(To do) In the material below, find every line containing "dead" and copy that line.

(Listed records)
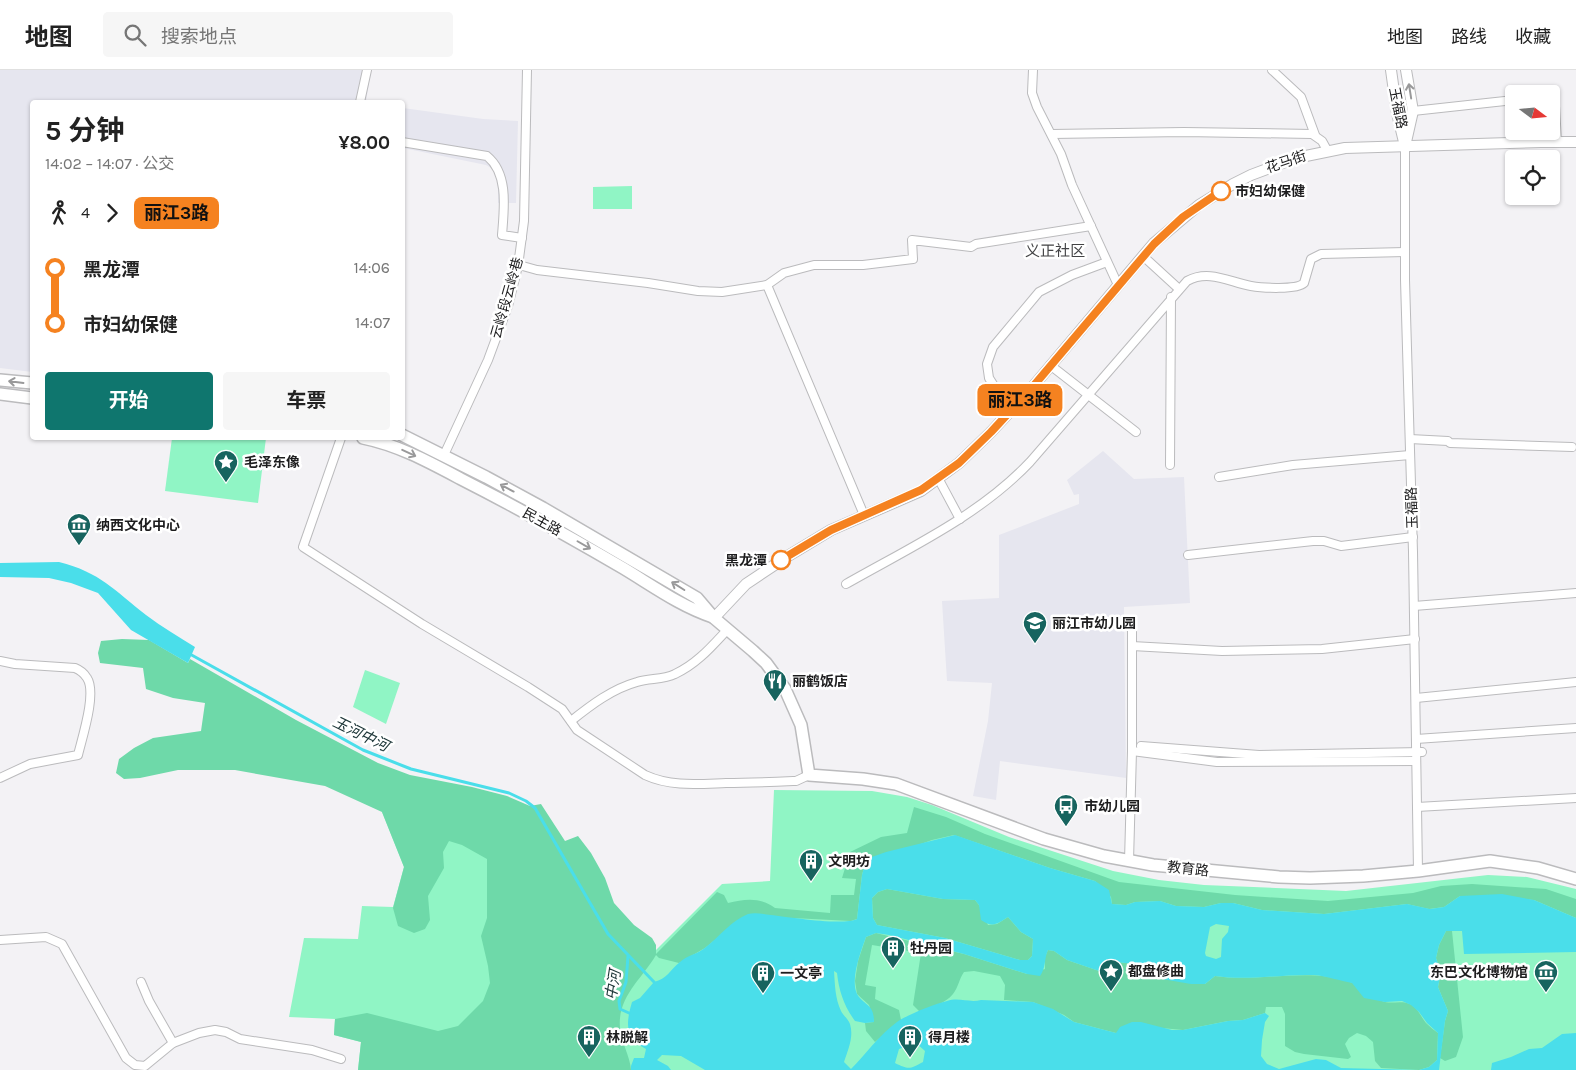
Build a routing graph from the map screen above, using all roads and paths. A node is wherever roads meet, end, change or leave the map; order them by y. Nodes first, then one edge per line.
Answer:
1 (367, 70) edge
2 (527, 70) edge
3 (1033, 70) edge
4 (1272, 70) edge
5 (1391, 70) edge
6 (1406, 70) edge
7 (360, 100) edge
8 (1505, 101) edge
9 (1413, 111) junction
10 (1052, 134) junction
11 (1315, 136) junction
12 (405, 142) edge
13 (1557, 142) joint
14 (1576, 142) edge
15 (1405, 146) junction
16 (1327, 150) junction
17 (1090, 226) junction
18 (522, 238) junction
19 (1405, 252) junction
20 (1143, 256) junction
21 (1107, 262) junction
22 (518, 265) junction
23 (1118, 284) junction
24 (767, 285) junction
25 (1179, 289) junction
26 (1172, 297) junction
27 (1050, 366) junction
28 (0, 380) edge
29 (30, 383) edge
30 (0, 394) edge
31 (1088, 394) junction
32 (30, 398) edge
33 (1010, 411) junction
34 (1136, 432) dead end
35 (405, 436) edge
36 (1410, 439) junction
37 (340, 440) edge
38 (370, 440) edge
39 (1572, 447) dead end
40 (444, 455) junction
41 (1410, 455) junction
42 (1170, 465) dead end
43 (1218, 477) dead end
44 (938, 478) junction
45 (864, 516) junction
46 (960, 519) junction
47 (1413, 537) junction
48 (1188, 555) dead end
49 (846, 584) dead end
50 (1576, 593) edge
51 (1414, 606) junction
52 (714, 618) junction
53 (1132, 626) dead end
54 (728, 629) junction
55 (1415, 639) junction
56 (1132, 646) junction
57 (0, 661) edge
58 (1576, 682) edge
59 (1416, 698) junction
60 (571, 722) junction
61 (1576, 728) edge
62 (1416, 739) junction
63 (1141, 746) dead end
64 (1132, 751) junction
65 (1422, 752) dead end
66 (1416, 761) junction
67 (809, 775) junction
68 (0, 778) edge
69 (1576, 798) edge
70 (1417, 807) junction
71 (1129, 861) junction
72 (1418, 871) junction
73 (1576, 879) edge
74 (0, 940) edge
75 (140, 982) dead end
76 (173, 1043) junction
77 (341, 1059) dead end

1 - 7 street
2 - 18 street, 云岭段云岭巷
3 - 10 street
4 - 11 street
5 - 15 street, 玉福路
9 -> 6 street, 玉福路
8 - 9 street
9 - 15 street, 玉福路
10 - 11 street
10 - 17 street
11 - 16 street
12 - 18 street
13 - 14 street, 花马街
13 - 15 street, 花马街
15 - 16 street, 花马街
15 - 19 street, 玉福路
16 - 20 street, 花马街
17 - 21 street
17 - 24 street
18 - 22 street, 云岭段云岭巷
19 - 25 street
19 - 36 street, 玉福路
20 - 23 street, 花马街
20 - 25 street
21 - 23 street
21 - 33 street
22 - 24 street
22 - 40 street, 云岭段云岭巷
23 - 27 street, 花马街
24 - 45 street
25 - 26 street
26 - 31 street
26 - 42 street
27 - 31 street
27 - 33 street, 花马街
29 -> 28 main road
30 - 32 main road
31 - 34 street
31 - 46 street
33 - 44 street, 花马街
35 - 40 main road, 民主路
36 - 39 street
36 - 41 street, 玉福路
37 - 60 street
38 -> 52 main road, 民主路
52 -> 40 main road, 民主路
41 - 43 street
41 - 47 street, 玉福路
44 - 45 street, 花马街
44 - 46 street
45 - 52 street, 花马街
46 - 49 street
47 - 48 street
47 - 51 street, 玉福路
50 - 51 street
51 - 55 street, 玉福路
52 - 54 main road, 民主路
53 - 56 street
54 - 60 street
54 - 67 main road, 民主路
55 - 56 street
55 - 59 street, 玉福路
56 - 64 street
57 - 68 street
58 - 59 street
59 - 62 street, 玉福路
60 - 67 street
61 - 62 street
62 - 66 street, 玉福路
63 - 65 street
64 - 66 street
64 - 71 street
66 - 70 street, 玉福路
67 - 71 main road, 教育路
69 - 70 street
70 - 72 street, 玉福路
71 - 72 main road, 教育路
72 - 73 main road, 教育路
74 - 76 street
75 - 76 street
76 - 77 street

(Your solution)
34 (1136, 432) dead end
39 (1572, 447) dead end
42 (1170, 465) dead end
43 (1218, 477) dead end
48 (1188, 555) dead end
49 (846, 584) dead end
53 (1132, 626) dead end
63 (1141, 746) dead end
65 (1422, 752) dead end
75 (140, 982) dead end
77 (341, 1059) dead end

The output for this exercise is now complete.